Los Angeles Unified School District Closes All Schools over Bomb Threat
The Los Angeles Unified School District has closed all schools as an unspecified threat is investigated, the police have said.
Officials would not specify the nature of the threat, which led to students being sent home and school buses returned to depots.
A school district spokesman said it involved rucksacks, and they were exercising “an abundance of caution”.
The LA Unified School District (LAUSD) is the second largest in the US, with 640,000 students attending more than 1,000 schools.
Police are searching all the schools, which will remain closed until the threat is over, officers told reporters at a press conference.
“Earlier this morning we did receive an electronic threat that mentions the safety of our schools,” said Steven Zipperman, chief of the Los Angeles school police department.
“We have chosen to close our schools today until we can be absolutely sure that our campuses are safe.”

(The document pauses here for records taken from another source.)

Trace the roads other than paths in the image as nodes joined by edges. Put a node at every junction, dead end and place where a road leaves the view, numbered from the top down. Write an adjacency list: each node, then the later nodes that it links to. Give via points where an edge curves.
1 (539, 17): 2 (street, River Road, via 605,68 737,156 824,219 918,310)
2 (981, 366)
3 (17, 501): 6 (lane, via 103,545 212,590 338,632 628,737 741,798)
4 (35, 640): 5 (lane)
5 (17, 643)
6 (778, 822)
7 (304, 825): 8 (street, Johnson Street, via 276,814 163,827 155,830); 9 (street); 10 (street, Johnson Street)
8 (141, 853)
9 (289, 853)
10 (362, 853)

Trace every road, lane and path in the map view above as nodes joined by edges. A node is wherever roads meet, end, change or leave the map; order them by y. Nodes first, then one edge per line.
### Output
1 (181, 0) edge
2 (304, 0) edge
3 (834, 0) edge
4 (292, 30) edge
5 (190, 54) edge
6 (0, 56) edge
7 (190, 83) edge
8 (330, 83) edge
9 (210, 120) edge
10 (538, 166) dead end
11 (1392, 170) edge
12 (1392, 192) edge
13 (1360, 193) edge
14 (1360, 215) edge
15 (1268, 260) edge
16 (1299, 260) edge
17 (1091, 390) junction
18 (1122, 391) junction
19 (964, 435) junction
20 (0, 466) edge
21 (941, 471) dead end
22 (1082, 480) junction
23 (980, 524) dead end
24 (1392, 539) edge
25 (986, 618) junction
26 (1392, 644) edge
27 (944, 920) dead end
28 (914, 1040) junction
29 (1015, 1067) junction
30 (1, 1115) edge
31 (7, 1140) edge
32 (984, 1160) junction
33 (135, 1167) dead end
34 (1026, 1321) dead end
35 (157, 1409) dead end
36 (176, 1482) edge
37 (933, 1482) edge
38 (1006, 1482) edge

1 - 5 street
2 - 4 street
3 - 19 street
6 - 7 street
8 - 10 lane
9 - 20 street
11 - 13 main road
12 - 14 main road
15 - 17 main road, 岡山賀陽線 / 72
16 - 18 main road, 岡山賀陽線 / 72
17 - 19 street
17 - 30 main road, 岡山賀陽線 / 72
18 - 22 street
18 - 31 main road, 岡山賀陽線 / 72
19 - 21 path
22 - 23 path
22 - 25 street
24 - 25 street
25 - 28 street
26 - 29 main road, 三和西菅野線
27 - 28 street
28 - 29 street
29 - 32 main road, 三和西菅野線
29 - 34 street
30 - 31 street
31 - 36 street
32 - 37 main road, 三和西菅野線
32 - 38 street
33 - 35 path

An unnamed police official told Associated Press the threat was emailed to a school board member and was thought to have come from overseas.
It comes amid a heightened alert after 14 people were killed by a radicalized Muslim couple in San Bernardino, 60 miles east of Los Angeles.
“I think it’s important to take this precaution based on what has happened recently and what has happened in the past,” said district superintendent Ramon Cortines.
“It was not to one school, two schools or three schools. It was to many schools, not specifically identified. But there were many schools. That’s the reason I took the action I did… It was to students at schools.”
When asked what was meant be “electronic” threat, he said simply that “it was a message”.
In a separate incident, classes were also canceled at San Bernardino Valley College on December 15 due to a bomb threat made on the previous day.